Saved data entries:
^^^^^^^^^^^^^^^^
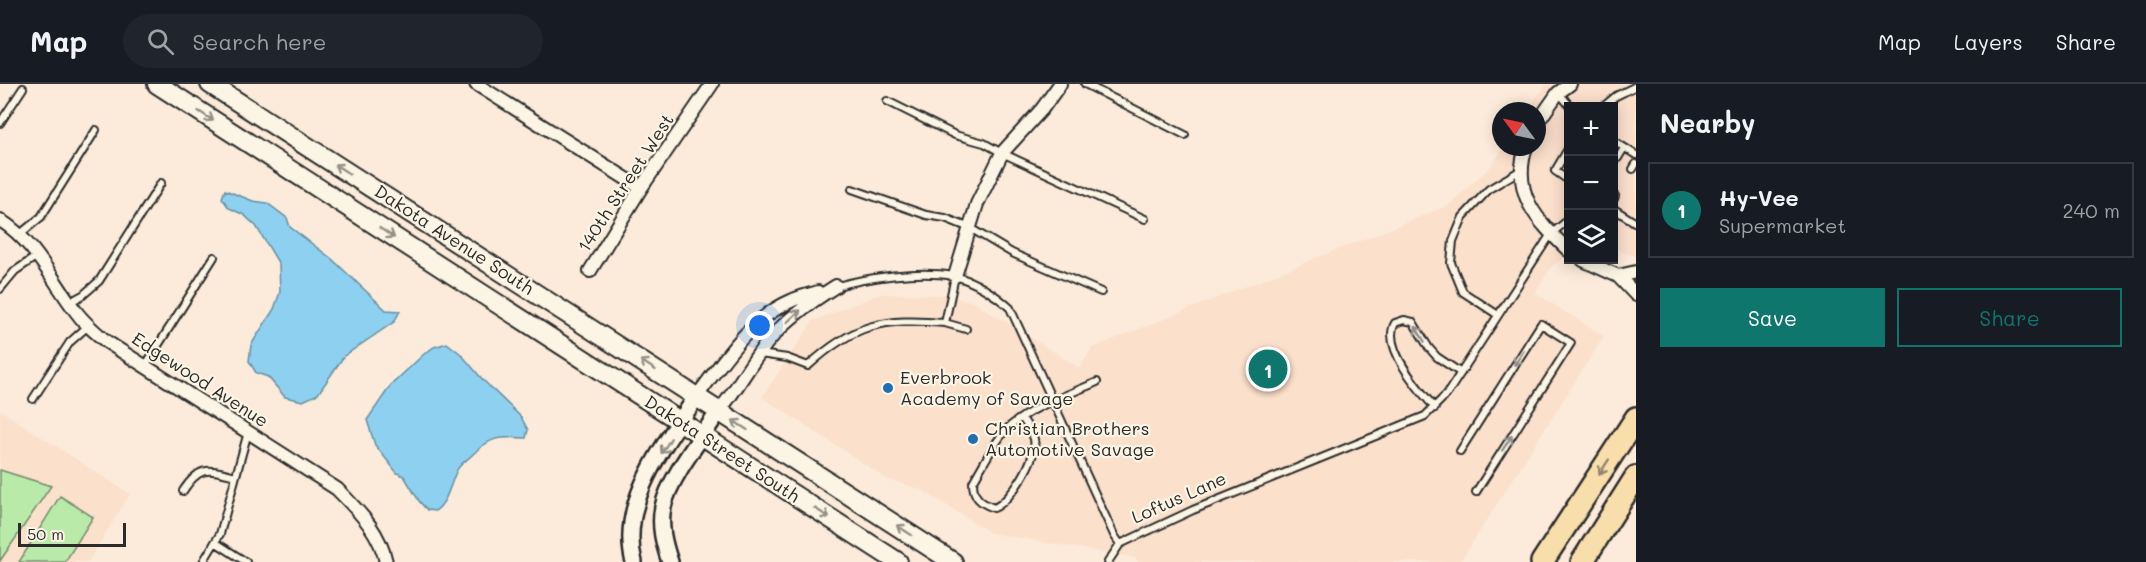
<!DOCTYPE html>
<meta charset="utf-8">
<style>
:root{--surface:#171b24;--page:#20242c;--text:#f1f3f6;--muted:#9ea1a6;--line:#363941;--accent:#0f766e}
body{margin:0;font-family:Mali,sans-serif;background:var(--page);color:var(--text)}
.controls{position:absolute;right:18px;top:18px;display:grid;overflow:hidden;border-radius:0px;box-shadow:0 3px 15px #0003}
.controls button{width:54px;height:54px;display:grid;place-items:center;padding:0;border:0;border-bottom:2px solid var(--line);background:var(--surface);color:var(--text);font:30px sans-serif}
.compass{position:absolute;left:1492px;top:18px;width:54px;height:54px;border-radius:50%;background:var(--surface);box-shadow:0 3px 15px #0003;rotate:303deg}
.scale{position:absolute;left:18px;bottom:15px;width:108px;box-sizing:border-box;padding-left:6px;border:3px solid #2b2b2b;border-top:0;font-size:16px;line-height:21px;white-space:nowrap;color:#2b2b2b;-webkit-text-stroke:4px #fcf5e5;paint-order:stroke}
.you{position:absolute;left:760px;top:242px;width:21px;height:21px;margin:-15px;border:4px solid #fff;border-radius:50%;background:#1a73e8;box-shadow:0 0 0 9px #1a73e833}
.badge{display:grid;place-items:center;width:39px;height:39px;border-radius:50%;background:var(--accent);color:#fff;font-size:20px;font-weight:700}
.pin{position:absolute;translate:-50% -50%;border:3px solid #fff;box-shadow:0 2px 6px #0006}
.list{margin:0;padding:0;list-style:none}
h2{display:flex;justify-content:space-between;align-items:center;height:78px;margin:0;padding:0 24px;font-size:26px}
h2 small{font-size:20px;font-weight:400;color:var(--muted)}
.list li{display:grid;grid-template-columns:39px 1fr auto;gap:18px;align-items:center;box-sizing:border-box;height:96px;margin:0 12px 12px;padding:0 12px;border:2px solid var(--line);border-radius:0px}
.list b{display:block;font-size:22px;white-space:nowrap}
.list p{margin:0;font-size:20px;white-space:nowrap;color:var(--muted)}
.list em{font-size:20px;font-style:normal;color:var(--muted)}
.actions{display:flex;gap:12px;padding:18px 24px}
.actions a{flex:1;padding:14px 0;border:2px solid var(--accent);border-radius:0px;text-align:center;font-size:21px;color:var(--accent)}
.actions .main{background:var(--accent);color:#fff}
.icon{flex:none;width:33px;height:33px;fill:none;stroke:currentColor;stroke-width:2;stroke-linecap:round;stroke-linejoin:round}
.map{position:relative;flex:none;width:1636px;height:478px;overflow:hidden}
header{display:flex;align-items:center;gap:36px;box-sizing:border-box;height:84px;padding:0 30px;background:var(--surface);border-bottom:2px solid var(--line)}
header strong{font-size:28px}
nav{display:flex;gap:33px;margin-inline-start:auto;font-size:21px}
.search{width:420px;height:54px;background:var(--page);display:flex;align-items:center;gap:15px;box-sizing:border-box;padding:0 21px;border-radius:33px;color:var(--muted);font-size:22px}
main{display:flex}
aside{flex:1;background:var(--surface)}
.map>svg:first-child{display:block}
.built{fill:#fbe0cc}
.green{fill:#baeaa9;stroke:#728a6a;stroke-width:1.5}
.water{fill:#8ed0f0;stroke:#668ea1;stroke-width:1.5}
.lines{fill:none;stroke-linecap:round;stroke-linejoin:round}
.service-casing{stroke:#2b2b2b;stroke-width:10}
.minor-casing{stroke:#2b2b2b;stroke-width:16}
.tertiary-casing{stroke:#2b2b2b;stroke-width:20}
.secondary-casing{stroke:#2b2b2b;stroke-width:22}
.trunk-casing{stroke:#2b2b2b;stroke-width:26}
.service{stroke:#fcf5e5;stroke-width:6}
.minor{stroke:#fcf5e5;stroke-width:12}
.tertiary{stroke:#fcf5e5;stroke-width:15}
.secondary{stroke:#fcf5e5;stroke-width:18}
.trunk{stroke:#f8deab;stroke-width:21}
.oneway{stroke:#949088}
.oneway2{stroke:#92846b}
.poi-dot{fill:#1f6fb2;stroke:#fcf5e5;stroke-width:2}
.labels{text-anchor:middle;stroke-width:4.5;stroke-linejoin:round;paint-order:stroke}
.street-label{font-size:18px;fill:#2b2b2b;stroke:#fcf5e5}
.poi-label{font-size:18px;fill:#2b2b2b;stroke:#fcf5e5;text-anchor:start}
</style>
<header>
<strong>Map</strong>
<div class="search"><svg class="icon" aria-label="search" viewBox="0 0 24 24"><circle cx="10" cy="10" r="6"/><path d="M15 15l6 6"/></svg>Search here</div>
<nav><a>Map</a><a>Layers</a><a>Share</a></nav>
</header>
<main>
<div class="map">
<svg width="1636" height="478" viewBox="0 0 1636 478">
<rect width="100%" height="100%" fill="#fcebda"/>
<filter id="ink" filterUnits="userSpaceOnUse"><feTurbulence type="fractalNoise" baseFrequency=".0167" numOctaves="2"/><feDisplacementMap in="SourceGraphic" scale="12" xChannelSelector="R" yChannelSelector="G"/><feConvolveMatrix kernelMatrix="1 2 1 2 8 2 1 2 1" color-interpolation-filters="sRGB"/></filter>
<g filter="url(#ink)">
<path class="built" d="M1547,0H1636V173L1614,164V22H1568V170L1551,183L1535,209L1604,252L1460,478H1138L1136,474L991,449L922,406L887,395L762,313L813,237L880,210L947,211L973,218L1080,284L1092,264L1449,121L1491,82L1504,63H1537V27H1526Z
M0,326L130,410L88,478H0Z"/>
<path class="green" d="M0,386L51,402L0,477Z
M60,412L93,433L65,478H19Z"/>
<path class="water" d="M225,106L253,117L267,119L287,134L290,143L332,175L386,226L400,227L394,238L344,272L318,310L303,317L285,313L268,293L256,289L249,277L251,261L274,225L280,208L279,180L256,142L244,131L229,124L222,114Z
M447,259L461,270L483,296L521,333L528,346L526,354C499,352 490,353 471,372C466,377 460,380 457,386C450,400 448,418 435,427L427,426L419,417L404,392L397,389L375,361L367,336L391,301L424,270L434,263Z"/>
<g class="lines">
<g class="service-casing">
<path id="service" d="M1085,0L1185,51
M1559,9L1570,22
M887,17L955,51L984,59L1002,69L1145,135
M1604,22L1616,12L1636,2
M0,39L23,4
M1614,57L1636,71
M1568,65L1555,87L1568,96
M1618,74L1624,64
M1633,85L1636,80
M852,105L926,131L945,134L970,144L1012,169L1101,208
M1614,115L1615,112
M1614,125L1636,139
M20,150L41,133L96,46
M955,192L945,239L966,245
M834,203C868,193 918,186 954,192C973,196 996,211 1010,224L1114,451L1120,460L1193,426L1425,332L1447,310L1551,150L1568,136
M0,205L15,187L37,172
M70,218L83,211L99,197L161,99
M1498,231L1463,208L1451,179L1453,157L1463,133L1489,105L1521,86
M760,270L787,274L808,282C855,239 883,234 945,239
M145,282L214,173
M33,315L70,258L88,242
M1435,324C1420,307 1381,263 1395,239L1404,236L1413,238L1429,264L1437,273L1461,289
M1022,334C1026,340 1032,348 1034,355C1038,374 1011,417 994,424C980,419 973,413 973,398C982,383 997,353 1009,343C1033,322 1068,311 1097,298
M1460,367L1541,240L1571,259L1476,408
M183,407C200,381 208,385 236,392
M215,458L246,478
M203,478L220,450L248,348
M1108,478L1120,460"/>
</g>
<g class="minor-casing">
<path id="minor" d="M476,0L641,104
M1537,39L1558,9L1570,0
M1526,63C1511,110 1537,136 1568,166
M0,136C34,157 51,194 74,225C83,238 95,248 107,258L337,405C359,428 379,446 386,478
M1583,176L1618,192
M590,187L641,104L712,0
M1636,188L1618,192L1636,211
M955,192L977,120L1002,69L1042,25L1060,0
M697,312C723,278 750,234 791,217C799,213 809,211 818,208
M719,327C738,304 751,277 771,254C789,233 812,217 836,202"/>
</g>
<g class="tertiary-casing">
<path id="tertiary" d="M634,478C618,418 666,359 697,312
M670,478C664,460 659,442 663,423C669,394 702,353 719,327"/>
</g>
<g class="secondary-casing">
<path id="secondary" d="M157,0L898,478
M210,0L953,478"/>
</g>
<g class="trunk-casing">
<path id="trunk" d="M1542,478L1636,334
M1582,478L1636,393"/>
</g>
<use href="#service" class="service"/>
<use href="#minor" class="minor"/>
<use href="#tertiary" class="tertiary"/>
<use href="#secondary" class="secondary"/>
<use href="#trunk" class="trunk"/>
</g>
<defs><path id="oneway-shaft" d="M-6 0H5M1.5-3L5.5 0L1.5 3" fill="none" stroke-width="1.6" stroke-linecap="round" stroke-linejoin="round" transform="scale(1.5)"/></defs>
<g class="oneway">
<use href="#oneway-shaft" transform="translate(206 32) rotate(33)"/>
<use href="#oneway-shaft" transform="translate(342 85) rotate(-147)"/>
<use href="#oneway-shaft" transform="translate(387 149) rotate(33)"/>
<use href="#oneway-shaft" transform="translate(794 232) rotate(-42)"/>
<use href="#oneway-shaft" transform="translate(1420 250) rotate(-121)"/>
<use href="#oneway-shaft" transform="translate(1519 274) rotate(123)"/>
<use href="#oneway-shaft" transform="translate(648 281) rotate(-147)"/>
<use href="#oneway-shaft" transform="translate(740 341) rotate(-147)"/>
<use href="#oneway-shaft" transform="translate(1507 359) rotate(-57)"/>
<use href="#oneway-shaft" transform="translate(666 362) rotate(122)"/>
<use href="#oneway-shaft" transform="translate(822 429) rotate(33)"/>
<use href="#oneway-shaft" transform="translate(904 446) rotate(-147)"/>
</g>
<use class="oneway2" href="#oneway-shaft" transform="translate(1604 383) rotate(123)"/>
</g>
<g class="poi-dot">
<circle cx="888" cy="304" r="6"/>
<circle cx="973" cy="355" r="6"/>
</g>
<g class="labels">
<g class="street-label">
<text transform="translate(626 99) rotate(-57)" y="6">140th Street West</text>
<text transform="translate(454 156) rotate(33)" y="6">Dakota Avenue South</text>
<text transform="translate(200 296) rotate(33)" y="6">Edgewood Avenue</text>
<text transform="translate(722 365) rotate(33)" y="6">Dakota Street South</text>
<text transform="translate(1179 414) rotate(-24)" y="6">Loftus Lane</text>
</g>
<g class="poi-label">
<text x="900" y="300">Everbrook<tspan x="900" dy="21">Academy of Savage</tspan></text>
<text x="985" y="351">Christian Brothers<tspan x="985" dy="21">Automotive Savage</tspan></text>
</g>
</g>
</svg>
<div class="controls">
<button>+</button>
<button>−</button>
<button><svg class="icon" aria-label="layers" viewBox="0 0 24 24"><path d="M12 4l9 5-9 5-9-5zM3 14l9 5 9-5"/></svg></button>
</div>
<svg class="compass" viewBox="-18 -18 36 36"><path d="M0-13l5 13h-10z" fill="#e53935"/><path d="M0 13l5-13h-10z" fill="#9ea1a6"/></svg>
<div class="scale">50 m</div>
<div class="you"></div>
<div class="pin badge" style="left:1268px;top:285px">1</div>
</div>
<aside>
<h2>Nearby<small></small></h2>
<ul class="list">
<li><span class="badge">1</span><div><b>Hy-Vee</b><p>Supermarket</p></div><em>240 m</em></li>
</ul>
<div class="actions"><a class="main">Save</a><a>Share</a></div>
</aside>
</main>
^^^^^^^^^^^^^^^^
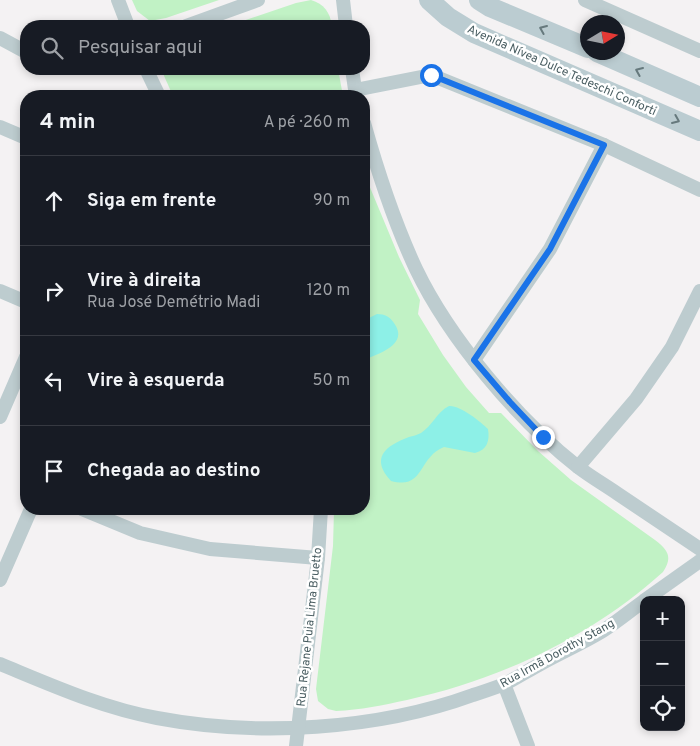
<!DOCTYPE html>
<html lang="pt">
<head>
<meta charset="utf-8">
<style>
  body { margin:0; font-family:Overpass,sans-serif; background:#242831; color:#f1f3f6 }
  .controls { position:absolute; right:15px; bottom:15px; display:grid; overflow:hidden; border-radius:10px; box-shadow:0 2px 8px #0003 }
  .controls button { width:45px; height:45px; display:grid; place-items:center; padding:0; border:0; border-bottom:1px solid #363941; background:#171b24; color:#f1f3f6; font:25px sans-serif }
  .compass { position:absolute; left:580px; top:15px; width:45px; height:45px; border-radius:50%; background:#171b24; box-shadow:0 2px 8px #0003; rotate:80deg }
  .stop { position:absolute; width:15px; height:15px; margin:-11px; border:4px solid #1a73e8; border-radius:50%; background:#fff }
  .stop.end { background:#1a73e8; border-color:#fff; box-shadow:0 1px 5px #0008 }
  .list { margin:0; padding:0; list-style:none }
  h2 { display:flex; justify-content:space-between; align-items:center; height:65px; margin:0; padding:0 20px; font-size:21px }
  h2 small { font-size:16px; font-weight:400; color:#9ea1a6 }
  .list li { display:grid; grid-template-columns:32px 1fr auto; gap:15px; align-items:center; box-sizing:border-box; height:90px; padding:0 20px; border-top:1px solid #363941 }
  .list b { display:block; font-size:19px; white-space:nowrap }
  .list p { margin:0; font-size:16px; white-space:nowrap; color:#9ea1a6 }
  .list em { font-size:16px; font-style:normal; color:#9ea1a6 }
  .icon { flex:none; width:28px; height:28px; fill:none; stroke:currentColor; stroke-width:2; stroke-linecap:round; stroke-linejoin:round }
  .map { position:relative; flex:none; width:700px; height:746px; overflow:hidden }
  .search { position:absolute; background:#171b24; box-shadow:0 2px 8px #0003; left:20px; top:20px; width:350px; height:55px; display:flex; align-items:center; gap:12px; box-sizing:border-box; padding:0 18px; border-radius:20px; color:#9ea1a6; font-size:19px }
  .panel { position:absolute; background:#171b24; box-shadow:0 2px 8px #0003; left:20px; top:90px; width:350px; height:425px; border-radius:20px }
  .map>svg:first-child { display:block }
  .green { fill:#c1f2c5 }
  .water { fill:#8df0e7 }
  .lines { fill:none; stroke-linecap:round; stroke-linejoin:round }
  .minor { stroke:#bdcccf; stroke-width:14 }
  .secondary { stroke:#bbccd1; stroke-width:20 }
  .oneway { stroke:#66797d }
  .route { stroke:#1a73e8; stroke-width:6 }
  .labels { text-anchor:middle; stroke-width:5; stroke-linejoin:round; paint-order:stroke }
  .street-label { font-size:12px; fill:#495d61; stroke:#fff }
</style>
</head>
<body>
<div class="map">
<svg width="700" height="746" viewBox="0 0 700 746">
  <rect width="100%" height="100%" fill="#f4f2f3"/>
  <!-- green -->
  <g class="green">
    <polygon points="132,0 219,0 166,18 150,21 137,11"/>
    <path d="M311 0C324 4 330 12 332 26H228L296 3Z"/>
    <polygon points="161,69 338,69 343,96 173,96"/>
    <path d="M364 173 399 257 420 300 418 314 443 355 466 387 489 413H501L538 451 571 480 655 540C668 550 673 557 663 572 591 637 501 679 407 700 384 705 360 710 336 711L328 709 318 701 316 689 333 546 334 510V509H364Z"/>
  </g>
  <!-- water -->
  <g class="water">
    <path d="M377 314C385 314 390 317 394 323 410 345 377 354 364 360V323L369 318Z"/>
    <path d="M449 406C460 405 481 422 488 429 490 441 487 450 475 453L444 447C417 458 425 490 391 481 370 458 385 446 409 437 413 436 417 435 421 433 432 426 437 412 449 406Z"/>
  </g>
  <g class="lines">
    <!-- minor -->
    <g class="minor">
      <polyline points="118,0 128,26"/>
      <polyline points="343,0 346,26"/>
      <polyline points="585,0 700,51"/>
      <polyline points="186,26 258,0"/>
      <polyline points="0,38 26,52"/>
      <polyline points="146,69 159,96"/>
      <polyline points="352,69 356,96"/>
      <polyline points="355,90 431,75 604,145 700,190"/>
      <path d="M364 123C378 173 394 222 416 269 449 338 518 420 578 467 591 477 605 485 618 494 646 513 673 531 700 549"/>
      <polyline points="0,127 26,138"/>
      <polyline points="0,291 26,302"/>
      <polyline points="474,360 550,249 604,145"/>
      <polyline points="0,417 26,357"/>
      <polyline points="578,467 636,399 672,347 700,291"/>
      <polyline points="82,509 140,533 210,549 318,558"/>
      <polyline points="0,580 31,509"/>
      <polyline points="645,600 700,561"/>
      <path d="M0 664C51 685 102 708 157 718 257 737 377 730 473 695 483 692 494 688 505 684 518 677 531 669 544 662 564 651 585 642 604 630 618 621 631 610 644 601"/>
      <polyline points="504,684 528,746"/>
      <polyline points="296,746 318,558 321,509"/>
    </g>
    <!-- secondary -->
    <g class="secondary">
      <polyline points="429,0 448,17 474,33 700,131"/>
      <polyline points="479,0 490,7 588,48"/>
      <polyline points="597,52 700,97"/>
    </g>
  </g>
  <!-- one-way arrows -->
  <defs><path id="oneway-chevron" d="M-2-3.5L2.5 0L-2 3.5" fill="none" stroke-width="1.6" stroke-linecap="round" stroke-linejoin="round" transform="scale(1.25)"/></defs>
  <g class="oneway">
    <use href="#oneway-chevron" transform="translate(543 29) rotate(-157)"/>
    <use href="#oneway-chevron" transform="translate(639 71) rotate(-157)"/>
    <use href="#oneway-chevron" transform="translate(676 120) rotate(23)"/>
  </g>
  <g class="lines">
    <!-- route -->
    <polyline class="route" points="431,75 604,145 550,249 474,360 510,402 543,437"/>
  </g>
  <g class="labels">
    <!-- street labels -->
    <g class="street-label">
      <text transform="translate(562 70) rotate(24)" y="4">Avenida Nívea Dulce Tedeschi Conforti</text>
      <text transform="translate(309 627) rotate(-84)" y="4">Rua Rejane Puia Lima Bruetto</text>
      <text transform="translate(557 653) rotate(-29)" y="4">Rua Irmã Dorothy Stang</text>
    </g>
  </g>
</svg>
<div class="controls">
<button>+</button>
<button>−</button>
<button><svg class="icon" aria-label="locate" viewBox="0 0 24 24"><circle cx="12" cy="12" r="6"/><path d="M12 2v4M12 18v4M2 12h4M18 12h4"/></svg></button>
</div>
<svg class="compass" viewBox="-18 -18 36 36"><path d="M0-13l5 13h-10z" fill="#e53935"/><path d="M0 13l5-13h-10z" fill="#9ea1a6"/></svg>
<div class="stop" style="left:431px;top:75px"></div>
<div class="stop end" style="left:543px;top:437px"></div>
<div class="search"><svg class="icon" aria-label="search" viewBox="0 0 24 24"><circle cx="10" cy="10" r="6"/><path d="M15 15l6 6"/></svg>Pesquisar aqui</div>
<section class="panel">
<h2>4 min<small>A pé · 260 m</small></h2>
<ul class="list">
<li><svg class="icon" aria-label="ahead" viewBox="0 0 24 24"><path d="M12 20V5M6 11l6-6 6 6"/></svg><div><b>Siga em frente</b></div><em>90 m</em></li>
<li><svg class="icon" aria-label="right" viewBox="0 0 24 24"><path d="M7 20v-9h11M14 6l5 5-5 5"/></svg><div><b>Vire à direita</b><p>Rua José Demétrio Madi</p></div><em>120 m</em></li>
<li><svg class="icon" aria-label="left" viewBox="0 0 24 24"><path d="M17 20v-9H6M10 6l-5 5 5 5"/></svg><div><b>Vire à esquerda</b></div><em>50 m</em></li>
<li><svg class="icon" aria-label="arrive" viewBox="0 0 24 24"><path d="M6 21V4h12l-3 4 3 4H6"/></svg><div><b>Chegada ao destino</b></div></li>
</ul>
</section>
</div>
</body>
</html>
^^^^^^^^^^^^^^^^
— WHAT TO PRODUCE —
In the entries above, find the line holding "margin:0; padding:0; list-style:none" and the line holding "display:block; font-size:19px; white-space:nowrap", then retype exactly those two lines and every line between them, and nothing else.

— ANSWER TO THIS EXERCISE —
  .list { margin:0; padding:0; list-style:none }
  h2 { display:flex; justify-content:space-between; align-items:center; height:65px; margin:0; padding:0 20px; font-size:21px }
  h2 small { font-size:16px; font-weight:400; color:#9ea1a6 }
  .list li { display:grid; grid-template-columns:32px 1fr auto; gap:15px; align-items:center; box-sizing:border-box; height:90px; padding:0 20px; border-top:1px solid #363941 }
  .list b { display:block; font-size:19px; white-space:nowrap }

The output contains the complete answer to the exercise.